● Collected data
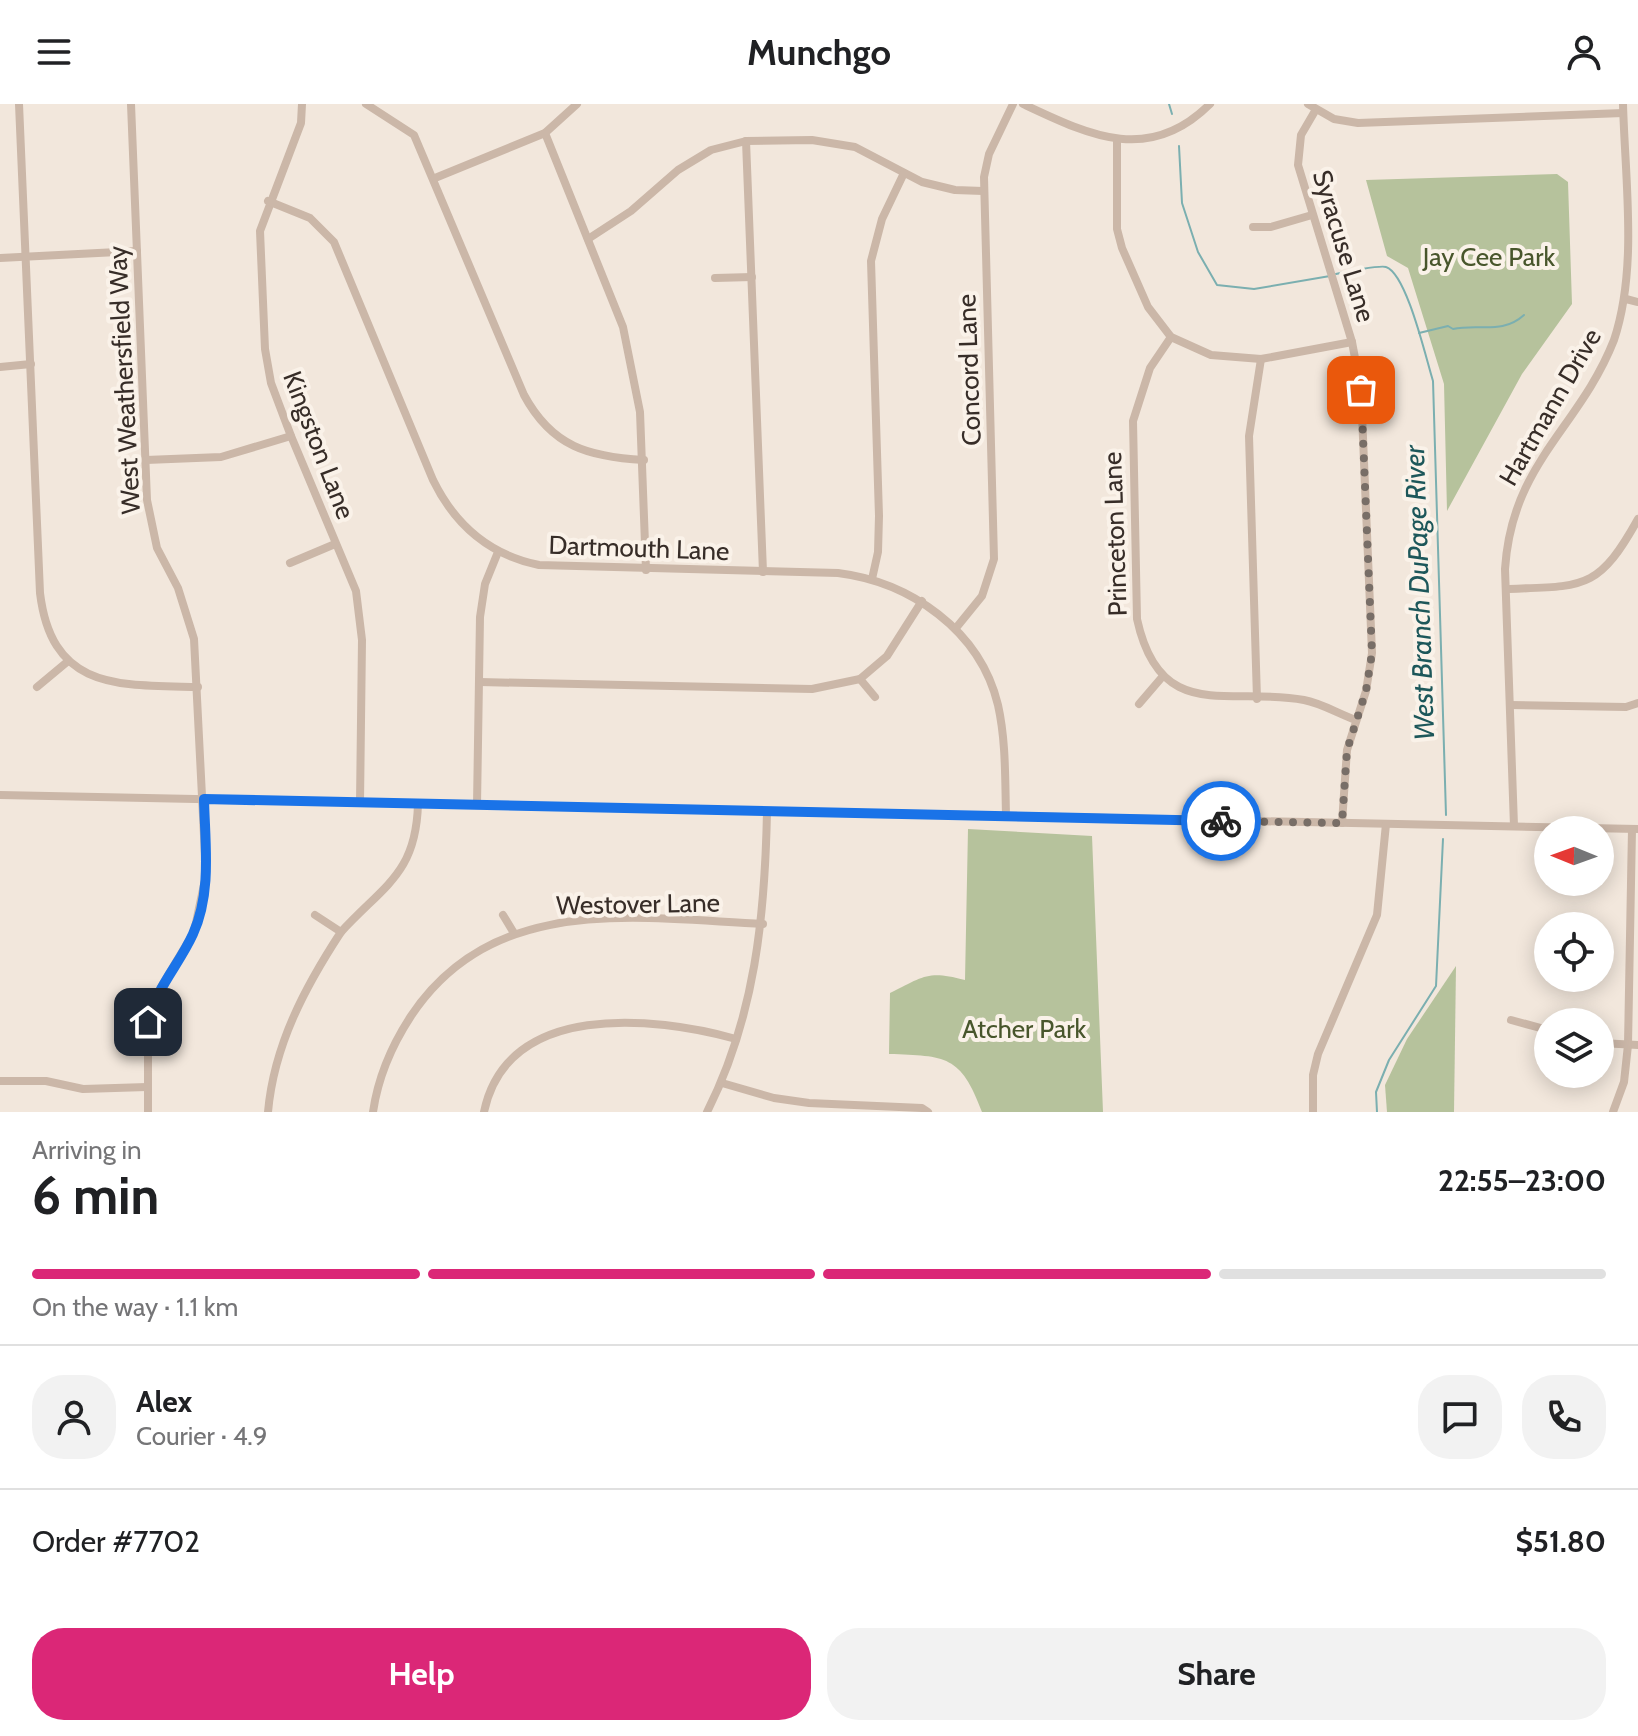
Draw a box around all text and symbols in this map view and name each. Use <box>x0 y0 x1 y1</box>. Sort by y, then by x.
icon: menu <box>32 30 76 74</box>
text: Munchgo <box>747 30 891 74</box>
icon: person <box>1562 30 1606 74</box>
street label: Syracuse Lane <box>1306 166 1382 326</box>
park label: Jay Cee Park <box>1422 241 1555 273</box>
street label: West Weathersfield Way <box>101 245 147 515</box>
street label: Concord Lane <box>950 294 988 446</box>
street label: Hartmann Drive <box>1492 323 1608 491</box>
pin <box>1327 356 1395 424</box>
street label: Kingston Lane <box>276 367 362 523</box>
icon: bag <box>1339 368 1383 412</box>
water label: West Branch DuPage River <box>1397 443 1441 741</box>
street label: Princeton Lane <box>1096 451 1134 617</box>
street label: Dartmouth Lane <box>548 529 730 567</box>
courier <box>1181 781 1261 861</box>
icon: bike <box>1199 799 1243 843</box>
north arrow <box>1534 816 1614 896</box>
map controls <box>1534 816 1614 1088</box>
street label: Westover Lane <box>556 887 720 921</box>
button: locate <box>1534 912 1614 992</box>
pin <box>114 988 182 1056</box>
icon: home <box>126 1000 170 1044</box>
button: layers <box>1534 1008 1614 1088</box>
park label: Atcher Park <box>962 1013 1086 1045</box>
text: Arriving in <box>32 1134 142 1166</box>
text: 22:55–23:00 <box>1438 1162 1606 1199</box>
text: 6 min <box>32 1164 159 1227</box>
text: On the way · 1.1 km <box>32 1291 238 1323</box>
button: person <box>32 1375 116 1459</box>
button: chat <box>1418 1375 1502 1459</box>
button: phone <box>1522 1375 1606 1459</box>
text: Alex <box>136 1383 192 1420</box>
text: Courier · 4.9 <box>136 1420 268 1452</box>
text: Order #7702 <box>32 1523 200 1560</box>
text: $51.80 <box>1515 1523 1606 1560</box>
button: Help <box>32 1628 811 1720</box>
button: Share <box>827 1628 1606 1720</box>

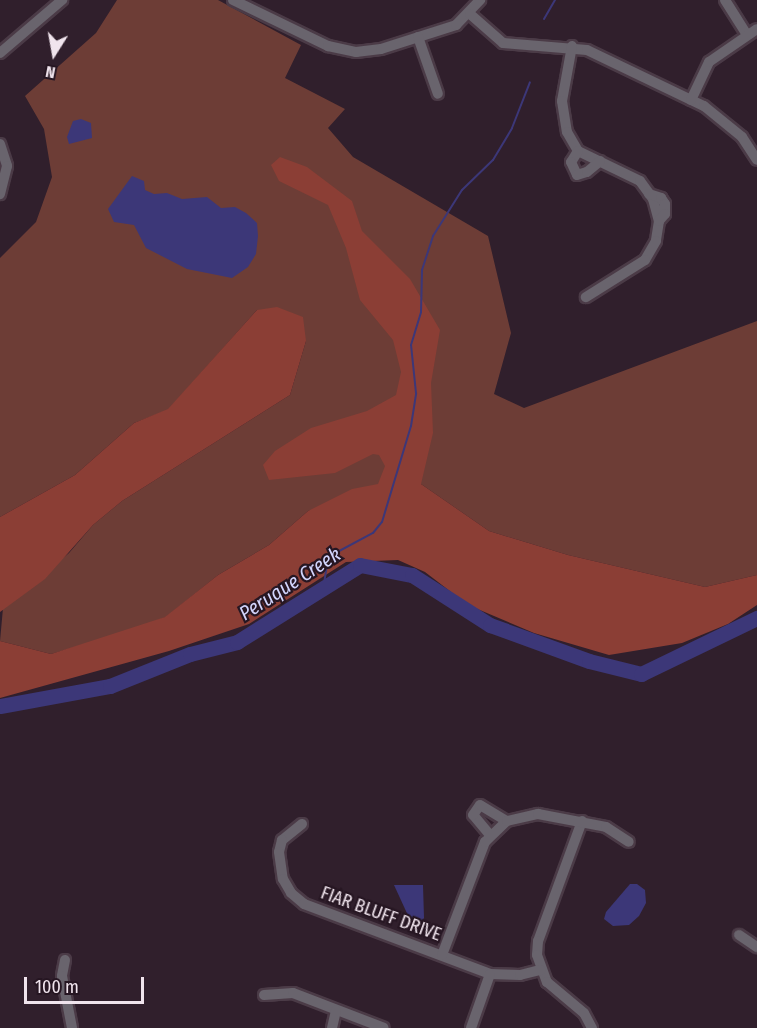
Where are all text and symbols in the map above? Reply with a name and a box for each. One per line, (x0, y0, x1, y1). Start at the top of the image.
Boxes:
north arrow (24, 24, 84, 84)
text: N (44, 62, 57, 82)
water label: Peruque Creek (235, 542, 345, 626)
street label: FIAR BLUFF DRIVE (318, 882, 444, 946)
scale bar (27, 965, 147, 1003)
text: 100 m (35, 976, 79, 998)

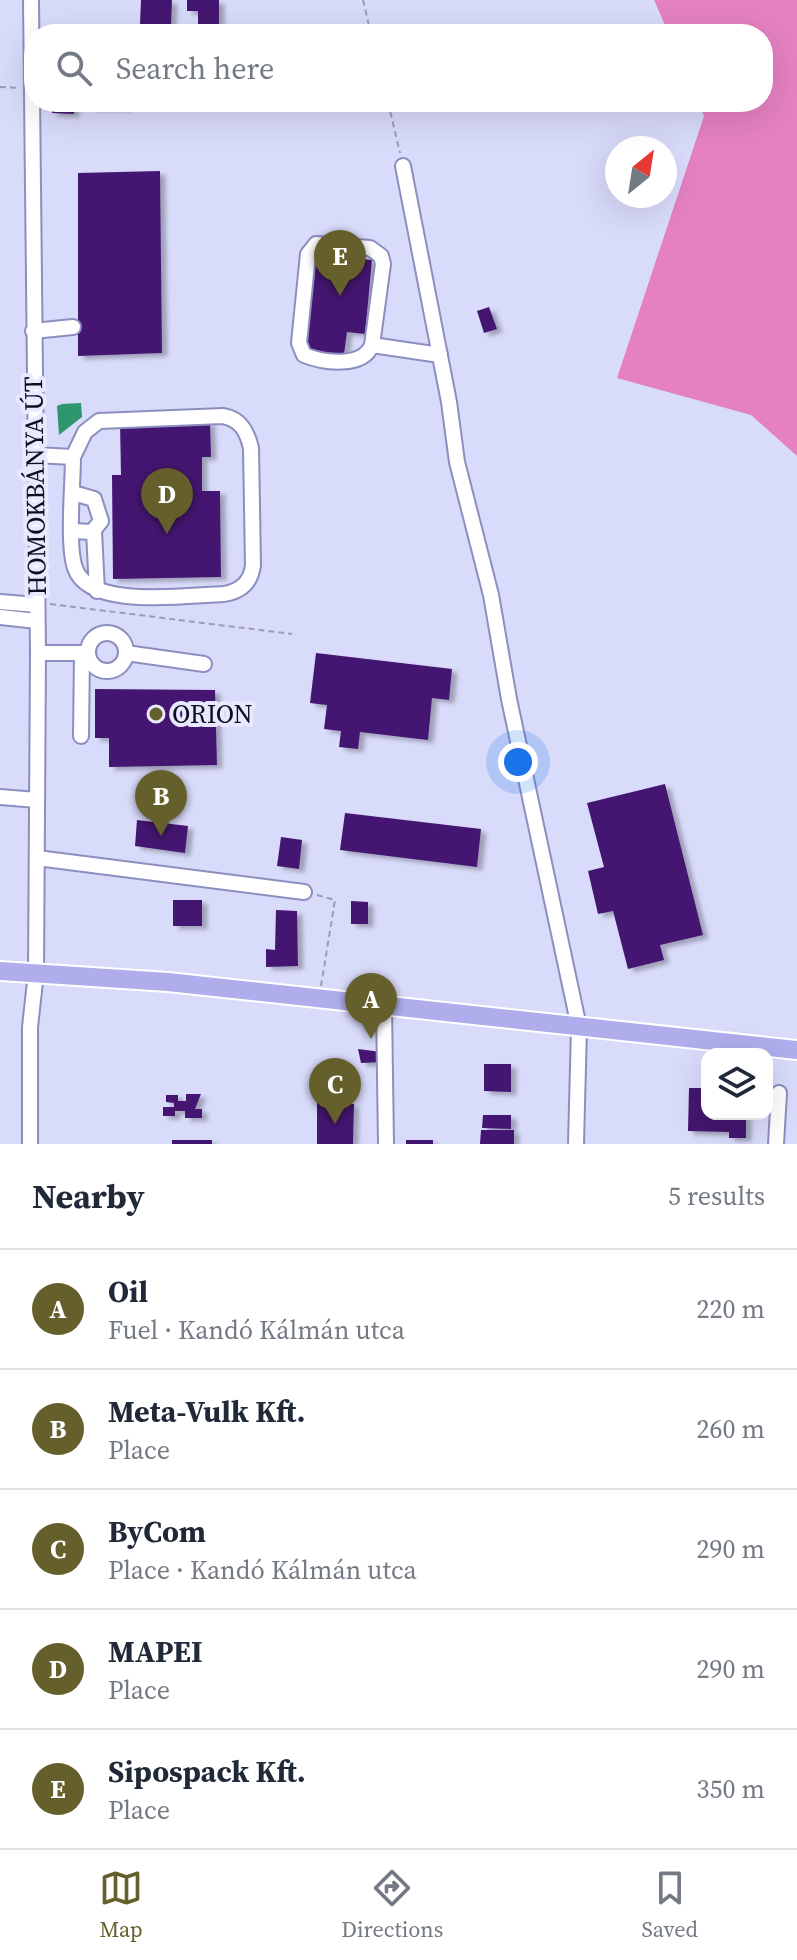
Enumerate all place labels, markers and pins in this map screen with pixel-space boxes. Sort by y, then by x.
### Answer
pin: E [314,230,366,296]
pin: D [141,468,193,534]
place label: ORION [172,696,253,732]
marker: ORION [147,705,165,723]
pin: B [135,770,187,836]
pin: A [345,973,397,1039]
pin: C [309,1058,361,1124]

● EXERCISE INSTRUCTIONS
Please transcribe every entry above exactly, leaving out any pictures.

● TASK OUTPUT
Draw a box around all text and symbols in this map view and name each. Use <box>x0 y0 x1 y1</box>. Sort by y, then by x.
icon: menu <box>32 30 76 74</box>
text: Munchgo <box>747 30 891 74</box>
icon: person <box>1562 30 1606 74</box>
street label: Syracuse Lane <box>1306 166 1382 326</box>
park label: Jay Cee Park <box>1422 241 1555 273</box>
street label: West Weathersfield Way <box>101 245 147 515</box>
street label: Concord Lane <box>950 294 988 446</box>
street label: Hartmann Drive <box>1492 323 1608 491</box>
pin <box>1327 356 1395 424</box>
street label: Kingston Lane <box>276 367 362 523</box>
icon: bag <box>1339 368 1383 412</box>
water label: West Branch DuPage River <box>1397 443 1441 741</box>
street label: Princeton Lane <box>1096 451 1134 617</box>
street label: Dartmouth Lane <box>548 529 730 567</box>
courier <box>1181 781 1261 861</box>
icon: bike <box>1199 799 1243 843</box>
north arrow <box>1534 816 1614 896</box>
map controls <box>1534 816 1614 1088</box>
street label: Westover Lane <box>556 887 720 921</box>
button: locate <box>1534 912 1614 992</box>
pin <box>114 988 182 1056</box>
icon: home <box>126 1000 170 1044</box>
button: layers <box>1534 1008 1614 1088</box>
park label: Atcher Park <box>962 1013 1086 1045</box>
text: Arriving in <box>32 1134 142 1166</box>
text: 22:55–23:00 <box>1438 1162 1606 1199</box>
text: 6 min <box>32 1164 159 1227</box>
text: On the way · 1.1 km <box>32 1291 238 1323</box>
button: person <box>32 1375 116 1459</box>
button: chat <box>1418 1375 1502 1459</box>
button: phone <box>1522 1375 1606 1459</box>
text: Alex <box>136 1383 192 1420</box>
text: Courier · 4.9 <box>136 1420 268 1452</box>
text: Order #7702 <box>32 1523 200 1560</box>
text: $51.80 <box>1515 1523 1606 1560</box>
button: Help <box>32 1628 811 1720</box>
button: Share <box>827 1628 1606 1720</box>

Where are all text and symbols in the map above? Reply with a name and a box for each. One per line, (x0, y0, x1, y1). Start at the top of the image.
Boxes:
north arrow (24, 24, 84, 84)
text: N (44, 62, 57, 82)
water label: Peruque Creek (235, 542, 345, 626)
street label: FIAR BLUFF DRIVE (318, 882, 444, 946)
scale bar (27, 965, 147, 1003)
text: 100 m (35, 976, 79, 998)

Enumerate all place labels, markers and pins in this map screen with pixel-space boxes. Sort by y, then by x.
### Answer
pin: E [314,230,366,296]
pin: D [141,468,193,534]
place label: ORION [172,696,253,732]
marker: ORION [147,705,165,723]
pin: B [135,770,187,836]
pin: A [345,973,397,1039]
pin: C [309,1058,361,1124]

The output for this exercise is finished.